(Saved entries)
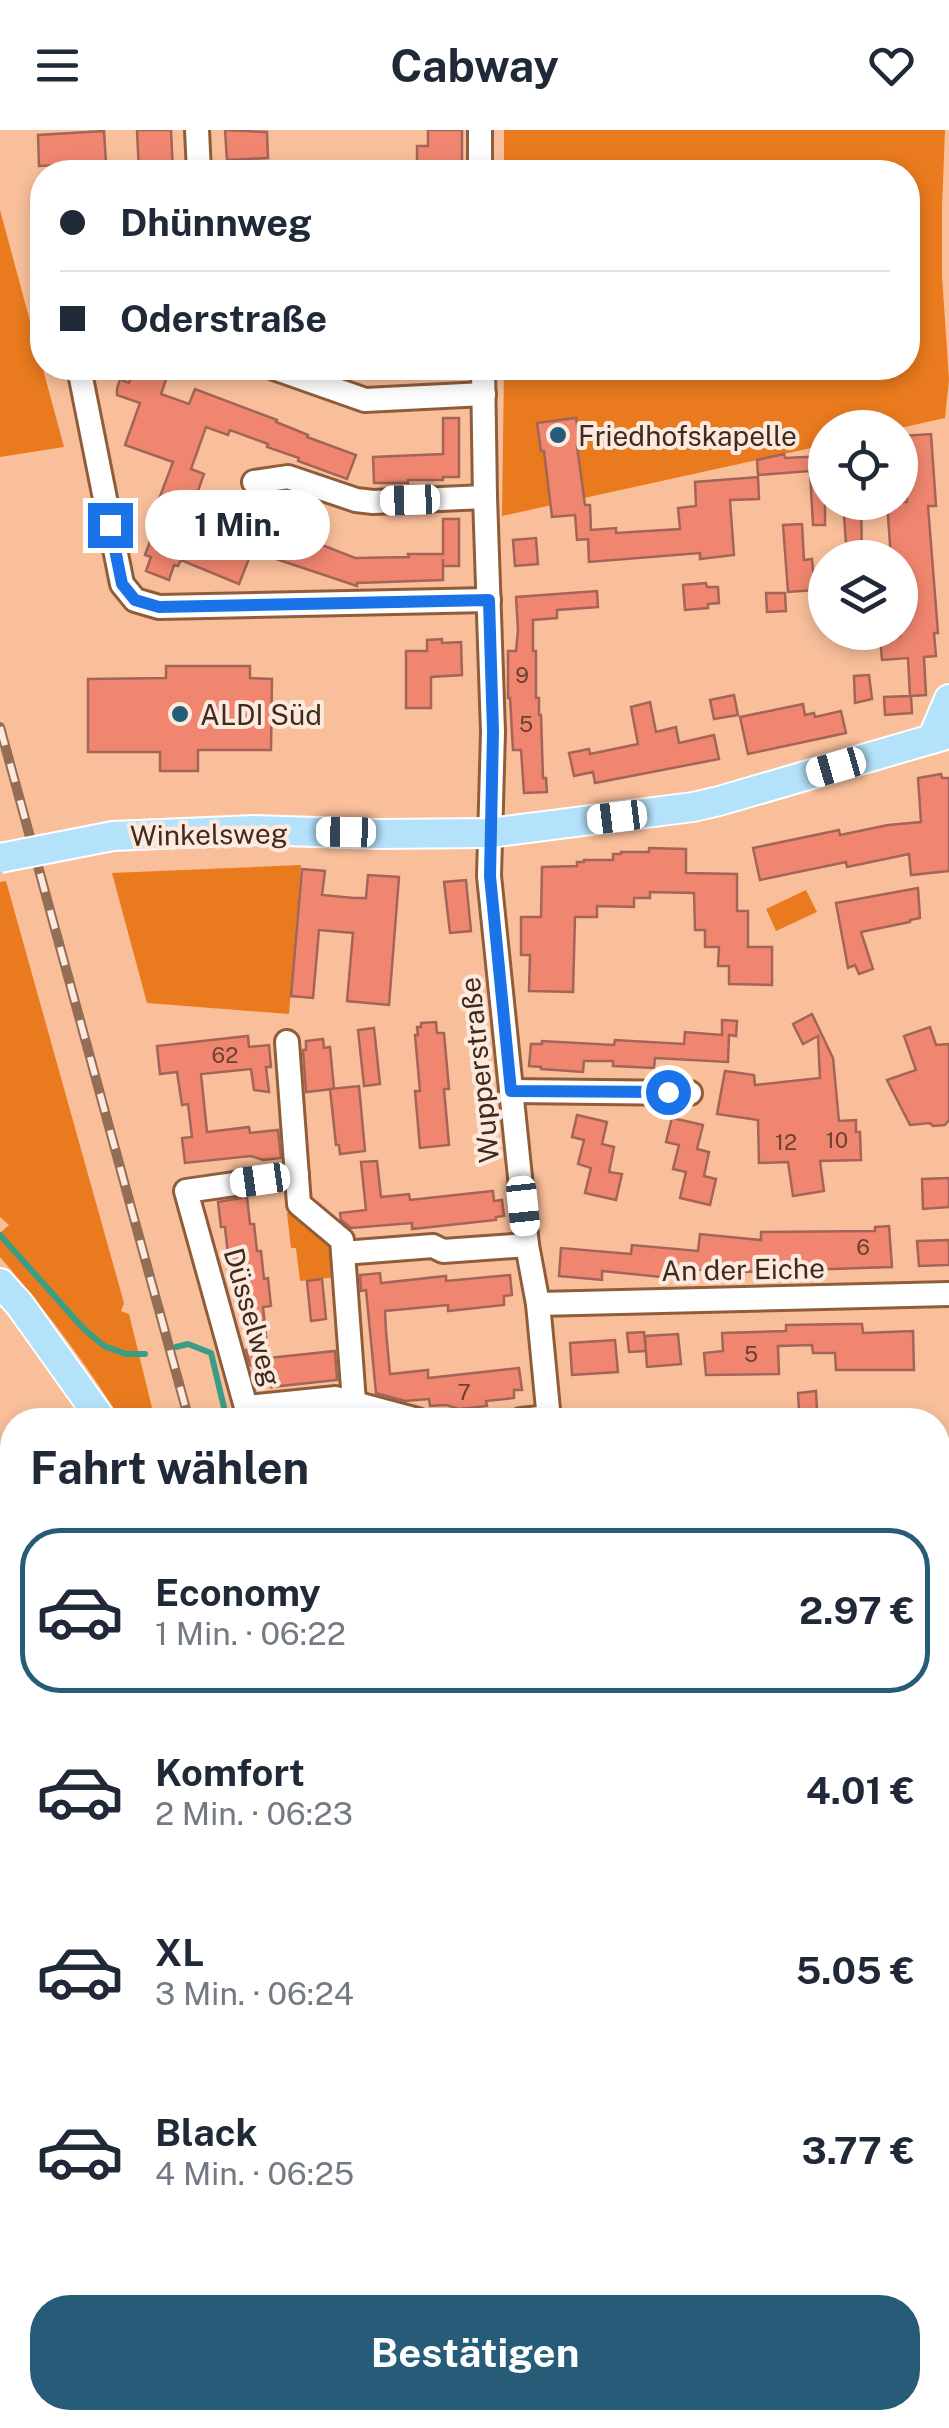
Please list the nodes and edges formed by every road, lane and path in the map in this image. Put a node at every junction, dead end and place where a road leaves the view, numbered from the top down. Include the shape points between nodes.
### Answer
1 (197, 130) edge
2 (480, 130) edge
3 (198, 160) edge
4 (480, 160) edge
5 (82, 380) edge
6 (308, 380) edge
7 (483, 380) edge
8 (484, 394) junction
9 (254, 482) dead end
10 (485, 497) junction
11 (489, 600) junction
12 (949, 699) edge
13 (943, 741) edge
14 (489, 833) junction
15 (0, 858) edge
16 (287, 1042) dead end
17 (511, 1091) junction
18 (690, 1093) dead end
19 (297, 1175) junction
20 (527, 1245) junction
21 (343, 1253) junction
22 (0, 1283) edge
23 (949, 1294) edge
24 (538, 1304) junction
25 (354, 1402) junction
26 (93, 1408) edge
27 (375, 1408) edge
28 (548, 1408) edge

1 - 3 street
2 - 4 street
5 - 11 street via 122,584 135,600 159,607
6 - 8 street via 365,400
7 - 8 street, Wupperstraße
8 - 10 street, Wupperstraße
9 - 10 street via 288,477 374,502
10 - 11 street, Wupperstraße
11 - 14 street, Wupperstraße
12 - 13 main road
13 - 14 main road, Winkelsweg via 692,807
14 - 15 main road, Winkelsweg, bridge via 113,836
14 - 17 street, Wupperstraße
16 - 19 street
17 - 18 street
17 - 20 street, Wupperstraße
19 - 21 street via 299,1204 342,1240
19 - 25 street, Düsselweg via 186,1191 246,1407
20 - 21 street
20 - 24 street, Wupperstraße
21 - 25 street
22 - 26 main road
23 - 24 street, An der Eiche
24 - 28 street, Wupperstraße
25 - 27 street, Düsselweg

▶ **EXERCISE AIM**
Every line holding the word "dead" should be copied out of the records above.

▶ **OUTPUT BELOW**
Please list the nodes and edges formed by every road, lane and path in the map in this image. Put a node at every junction, dead end and place where a road leaves the view, numbered from the top down. Include the shape points between nodes.
9 (254, 482) dead end
16 (287, 1042) dead end
18 (690, 1093) dead end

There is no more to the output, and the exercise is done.